Here is what we did. Started the day off slowly. Went to lunch at Los Bagels, to the Coop for groceries and a scrumptious chai. Put Jonah down for a nap, Hannah down for her rest. Did 3 loads of laundry. Turned local, organic leeks and potatoes into leek and potato soup. Cleaned up the house. Put together an apple crisp. Turned a loaf of Brio sweet French bread, olive oil, garlic and spices into croutons. Had a delightful evening of good, simple food and conversation with dear friends and their children. I can think of few better ways to spend a rainy day in early spring.
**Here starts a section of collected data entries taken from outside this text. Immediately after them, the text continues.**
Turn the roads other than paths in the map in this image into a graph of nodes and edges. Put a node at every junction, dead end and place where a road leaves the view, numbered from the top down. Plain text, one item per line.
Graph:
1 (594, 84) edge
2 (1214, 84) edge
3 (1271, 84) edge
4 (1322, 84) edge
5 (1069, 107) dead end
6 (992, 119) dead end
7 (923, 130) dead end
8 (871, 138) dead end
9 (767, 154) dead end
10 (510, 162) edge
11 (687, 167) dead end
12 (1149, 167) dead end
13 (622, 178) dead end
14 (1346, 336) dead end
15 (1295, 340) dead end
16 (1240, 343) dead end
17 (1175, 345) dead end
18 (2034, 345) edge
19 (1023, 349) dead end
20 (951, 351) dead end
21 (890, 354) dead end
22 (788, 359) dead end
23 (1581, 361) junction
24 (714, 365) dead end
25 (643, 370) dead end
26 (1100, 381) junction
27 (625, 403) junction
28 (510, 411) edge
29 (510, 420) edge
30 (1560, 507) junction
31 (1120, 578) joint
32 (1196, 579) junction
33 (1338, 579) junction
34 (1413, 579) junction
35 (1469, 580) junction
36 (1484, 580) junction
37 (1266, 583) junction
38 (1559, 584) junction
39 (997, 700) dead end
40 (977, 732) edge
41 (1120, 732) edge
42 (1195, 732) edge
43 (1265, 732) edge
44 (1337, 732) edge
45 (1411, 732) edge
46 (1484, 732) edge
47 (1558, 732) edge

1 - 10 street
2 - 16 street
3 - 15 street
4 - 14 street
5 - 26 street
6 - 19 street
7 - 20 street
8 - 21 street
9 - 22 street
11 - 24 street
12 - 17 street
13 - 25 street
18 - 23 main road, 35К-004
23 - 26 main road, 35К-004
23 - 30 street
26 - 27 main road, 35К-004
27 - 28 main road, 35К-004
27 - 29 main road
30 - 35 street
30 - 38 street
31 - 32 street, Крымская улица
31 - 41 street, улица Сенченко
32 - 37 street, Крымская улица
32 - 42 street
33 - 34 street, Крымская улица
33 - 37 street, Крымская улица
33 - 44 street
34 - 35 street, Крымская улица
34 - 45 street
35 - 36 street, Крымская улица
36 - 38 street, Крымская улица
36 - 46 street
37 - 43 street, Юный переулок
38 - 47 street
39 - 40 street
Leek and potato soup is one of my favorites. It is quick and easy to make. The kids love it. It tastes so much more elaborate than it is. I use about a pound each of leeks and potatoes. I slice the leeks and let them sweat in a tiny bit of olive oil in my soup pot while I peel and cut the potatoes. Today I used yellow finn potatoes and a Yukon gold that I had on hand. Any kind of potato will do. I pour in enough chicken stock to cover the vegetables and turn the heat to high. Once the soup is boiling, I turn the heat down and simmer until the potatoes are cooked through. That's pretty much it right there.
I like this soup nice and smooth, so I use the immersion blender on it. Usually, I'll make it earlier in the day and heat it back up over low heat. Right before serving, I stir in a quarter cup or so of heavy cream. Sometimes I add some sliced, cooked chicken apple sausage with the cream.
I serve the soup with grated gruyere cheese and homemade croutons.

I am so buying myself a Le Creuset dutch oven for Mother's Day.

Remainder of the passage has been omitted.